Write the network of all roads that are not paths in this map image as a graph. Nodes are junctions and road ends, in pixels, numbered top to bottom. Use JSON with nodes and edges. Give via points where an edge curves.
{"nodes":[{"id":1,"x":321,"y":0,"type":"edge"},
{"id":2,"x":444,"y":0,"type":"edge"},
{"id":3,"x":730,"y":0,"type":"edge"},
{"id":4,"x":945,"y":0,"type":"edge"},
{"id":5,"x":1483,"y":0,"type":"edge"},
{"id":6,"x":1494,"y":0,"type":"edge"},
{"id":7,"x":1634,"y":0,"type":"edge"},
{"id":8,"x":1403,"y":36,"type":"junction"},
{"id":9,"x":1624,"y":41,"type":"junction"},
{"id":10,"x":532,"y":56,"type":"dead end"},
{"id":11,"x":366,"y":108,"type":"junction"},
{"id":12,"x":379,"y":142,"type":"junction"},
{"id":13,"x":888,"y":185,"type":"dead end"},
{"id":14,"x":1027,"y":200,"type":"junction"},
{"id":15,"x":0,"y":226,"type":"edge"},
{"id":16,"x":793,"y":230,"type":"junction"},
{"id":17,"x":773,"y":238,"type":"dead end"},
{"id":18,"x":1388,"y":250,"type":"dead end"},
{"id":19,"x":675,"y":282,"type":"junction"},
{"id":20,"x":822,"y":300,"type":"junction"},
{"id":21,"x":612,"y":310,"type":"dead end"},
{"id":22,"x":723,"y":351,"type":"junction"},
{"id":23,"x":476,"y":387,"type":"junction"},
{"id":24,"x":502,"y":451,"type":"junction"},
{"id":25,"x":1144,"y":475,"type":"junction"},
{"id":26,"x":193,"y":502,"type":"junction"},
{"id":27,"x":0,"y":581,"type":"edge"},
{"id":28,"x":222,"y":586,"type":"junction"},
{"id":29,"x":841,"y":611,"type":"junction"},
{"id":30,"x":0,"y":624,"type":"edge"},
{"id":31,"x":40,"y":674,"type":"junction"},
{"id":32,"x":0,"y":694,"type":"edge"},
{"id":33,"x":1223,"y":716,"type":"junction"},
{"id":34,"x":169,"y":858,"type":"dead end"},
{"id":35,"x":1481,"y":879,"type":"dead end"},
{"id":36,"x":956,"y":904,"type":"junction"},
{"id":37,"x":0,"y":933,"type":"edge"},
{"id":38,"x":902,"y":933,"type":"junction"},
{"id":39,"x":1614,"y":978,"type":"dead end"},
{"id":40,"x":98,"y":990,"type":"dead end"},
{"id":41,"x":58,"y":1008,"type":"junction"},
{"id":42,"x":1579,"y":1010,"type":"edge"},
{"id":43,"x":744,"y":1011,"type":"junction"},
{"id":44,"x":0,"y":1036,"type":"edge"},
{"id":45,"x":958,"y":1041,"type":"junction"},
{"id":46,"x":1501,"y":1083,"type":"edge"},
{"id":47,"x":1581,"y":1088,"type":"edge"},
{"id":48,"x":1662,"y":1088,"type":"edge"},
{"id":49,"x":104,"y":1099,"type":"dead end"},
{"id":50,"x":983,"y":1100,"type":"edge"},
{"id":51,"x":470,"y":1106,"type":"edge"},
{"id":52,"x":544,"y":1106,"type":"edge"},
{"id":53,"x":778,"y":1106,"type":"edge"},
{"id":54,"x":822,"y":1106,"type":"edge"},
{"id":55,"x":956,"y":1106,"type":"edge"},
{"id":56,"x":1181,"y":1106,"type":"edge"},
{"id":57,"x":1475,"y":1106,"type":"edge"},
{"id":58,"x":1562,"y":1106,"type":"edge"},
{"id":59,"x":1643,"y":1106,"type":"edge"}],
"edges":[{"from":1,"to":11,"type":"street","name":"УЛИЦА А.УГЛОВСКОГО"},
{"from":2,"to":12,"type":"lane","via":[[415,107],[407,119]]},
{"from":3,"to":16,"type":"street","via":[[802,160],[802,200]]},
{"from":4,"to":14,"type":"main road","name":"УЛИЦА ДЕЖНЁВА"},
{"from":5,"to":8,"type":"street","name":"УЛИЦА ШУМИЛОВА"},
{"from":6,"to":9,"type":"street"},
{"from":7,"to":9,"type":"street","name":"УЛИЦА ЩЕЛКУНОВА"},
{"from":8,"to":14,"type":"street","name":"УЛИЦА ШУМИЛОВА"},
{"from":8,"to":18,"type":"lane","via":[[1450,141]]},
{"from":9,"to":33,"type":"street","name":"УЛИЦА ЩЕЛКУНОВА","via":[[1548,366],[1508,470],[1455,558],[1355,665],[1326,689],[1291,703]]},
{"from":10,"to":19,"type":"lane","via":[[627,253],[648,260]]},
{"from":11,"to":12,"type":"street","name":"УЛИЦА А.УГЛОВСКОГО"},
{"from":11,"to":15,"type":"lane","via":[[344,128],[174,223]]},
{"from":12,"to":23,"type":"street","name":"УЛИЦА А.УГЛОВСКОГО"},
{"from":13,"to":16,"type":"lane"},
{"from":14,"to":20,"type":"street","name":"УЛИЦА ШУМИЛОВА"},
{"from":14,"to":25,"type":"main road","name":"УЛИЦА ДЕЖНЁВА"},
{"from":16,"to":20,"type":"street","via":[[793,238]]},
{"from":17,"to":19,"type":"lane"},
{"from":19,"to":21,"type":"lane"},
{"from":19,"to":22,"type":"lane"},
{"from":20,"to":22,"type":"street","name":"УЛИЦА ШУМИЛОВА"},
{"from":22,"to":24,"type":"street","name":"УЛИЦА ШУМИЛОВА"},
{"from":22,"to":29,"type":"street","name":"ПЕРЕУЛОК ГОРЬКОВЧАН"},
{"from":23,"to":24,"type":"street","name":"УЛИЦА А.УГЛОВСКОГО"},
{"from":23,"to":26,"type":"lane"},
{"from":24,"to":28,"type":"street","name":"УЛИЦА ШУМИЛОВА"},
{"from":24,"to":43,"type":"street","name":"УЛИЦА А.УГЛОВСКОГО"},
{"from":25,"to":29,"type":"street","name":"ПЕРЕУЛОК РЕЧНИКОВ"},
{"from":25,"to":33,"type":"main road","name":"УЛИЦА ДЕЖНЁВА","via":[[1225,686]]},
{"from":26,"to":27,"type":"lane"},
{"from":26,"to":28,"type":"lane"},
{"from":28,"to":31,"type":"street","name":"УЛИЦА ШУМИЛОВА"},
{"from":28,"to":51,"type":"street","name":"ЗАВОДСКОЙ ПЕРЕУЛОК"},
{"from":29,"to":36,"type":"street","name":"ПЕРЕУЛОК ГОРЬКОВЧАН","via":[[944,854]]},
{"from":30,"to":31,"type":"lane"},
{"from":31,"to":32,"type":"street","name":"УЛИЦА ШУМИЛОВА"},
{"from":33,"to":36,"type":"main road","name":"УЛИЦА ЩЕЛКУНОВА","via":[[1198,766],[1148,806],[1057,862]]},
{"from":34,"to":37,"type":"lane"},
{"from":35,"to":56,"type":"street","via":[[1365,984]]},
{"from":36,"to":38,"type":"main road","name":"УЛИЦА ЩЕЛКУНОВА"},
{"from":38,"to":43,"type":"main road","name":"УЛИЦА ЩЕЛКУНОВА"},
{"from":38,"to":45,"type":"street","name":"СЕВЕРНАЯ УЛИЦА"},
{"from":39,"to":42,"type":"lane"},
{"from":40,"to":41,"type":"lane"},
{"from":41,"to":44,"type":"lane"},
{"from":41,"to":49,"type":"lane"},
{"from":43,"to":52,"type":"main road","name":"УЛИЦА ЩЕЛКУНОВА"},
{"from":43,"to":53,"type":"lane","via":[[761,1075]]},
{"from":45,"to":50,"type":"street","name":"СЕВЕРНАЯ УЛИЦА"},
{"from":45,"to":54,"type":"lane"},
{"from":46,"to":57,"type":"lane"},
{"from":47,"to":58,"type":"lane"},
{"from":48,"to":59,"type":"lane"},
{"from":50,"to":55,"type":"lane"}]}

━━━

#### EXERCISE
Which of the lines above mention the word "ДЕЖНЁВА"? Pull those lines out.

#### RESPONSE
{"from":4,"to":14,"type":"main road","name":"УЛИЦА ДЕЖНЁВА"},
{"from":14,"to":25,"type":"main road","name":"УЛИЦА ДЕЖНЁВА"},
{"from":25,"to":33,"type":"main road","name":"УЛИЦА ДЕЖНЁВА","via":[[1225,686]]},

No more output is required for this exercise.